Mycobacterium chimaera: cos’è il batterio killer che ha colpito il Veneto

Ulcera Buruli

Sei morti in Veneto e altri due casi sono stati diagnosticati in Emilia-Romagna. Complessivamente risultano 18 le persone infettate per un batterio in sala operatoria. Parliamo del Mycobacterium chimaera identificato per la prima volta nel 2004. A riportare la notizia è Il Corriere della sera. Il batterio è diffuso soprattutto in natura nell’acqua potabile e generalmente non è pericoloso per la salute umana.

Mycobacterium chimaera: l’origine della vicenda

I pazienti infettati dal batterio risultano tutti reduci da un intervento cardiochirurgico, nel corso del quale sono entrati a contatto con le apparecchiature medicali contaminate. In effetti il Mycobacterium chimaera può diffondersi attraverso i dispositivi medicali inquinati e rappresenta una minaccia soprattutto per i pazienti sottoposti a operazioni chiurgiche complesse e invasive, ad esempio quelle cardiochirurgiche.

Ad accendere i riflettori sulla vicenda è stato Paolo Demo, l’anestesista vicentino deceduto il 2 novembre scorso. L’uomo ha contratto l’infezione due anni fa. Successivamente ha raccontato in un diario il decorso della malattia. Alla morte dell’uomo, l’avvocato della famiglia ha presentato un esposto alla Procura di Vicenza.

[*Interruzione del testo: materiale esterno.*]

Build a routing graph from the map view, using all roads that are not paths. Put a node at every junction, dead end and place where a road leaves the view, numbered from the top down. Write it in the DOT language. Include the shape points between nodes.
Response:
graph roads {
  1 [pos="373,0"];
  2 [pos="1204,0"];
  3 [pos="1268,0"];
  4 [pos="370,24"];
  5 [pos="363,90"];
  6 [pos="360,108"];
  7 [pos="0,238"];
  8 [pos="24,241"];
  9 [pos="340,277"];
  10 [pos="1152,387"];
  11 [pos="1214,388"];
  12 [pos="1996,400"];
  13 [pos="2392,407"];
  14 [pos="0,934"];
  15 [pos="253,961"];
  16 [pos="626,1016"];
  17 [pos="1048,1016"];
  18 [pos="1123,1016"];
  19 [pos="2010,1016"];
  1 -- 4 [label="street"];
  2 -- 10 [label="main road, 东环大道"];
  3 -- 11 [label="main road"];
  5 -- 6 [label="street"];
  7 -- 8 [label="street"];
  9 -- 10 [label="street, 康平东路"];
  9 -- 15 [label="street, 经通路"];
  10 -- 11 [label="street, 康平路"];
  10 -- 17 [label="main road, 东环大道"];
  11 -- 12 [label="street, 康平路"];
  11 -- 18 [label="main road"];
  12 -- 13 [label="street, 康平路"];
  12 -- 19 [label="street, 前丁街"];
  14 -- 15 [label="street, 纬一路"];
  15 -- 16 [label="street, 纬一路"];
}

Micobacterium chimaera: le cose da sapere

Marco Confalonieri, direttore della struttura complessa di pneumologia dell’Ospedale Universitario di Trieste, spiega che il rischio nasce nel caso di infezioni contratte in ospedale:

“Il batterio si può trasmettere attraverso dispositivi medicali inquinati e se contratto da pazienti fragili, sottoposti a interventi molto invasivi come quelli cardiochirurgici, può essere micidiale”.

Inoltre questo micobatterio può dare segnali mesi e persino anni dopo la contaminazione. In questo senso Confalonieri spiega che:

“I sintomi insorgono gradualmente, con febbre, tosse che diventa cronica e peggiora, stanchezza, sudorazione notturna e dimagramento: tutti segnali che si fanno più consistenti col tempo”.

L’infezione si diagnostica tramite un test molecolare specifico. Tuttavia trattandosi di una infezione molto rara, non è semplice individuarla in tempo utile. Riguardo alla terapia, si utilizza un mix di antibiotici da assumere per lunghi periodi di tempo. Tuttavia non sempre si riesce ad eradicare l’infezione, che presenta un tasso di mortalità del 50%.

Il Ministero della Salute, già alcuni mesi fa, nell’ambito del Piano Nazionale di contrasto dell’antibiotico-resistenza (PNCAR) 2017-2019, ha dato avvio a un’attività di valutazione del rischio per il nostro Paese allo scopo di emanare raccomandazioni specifiche.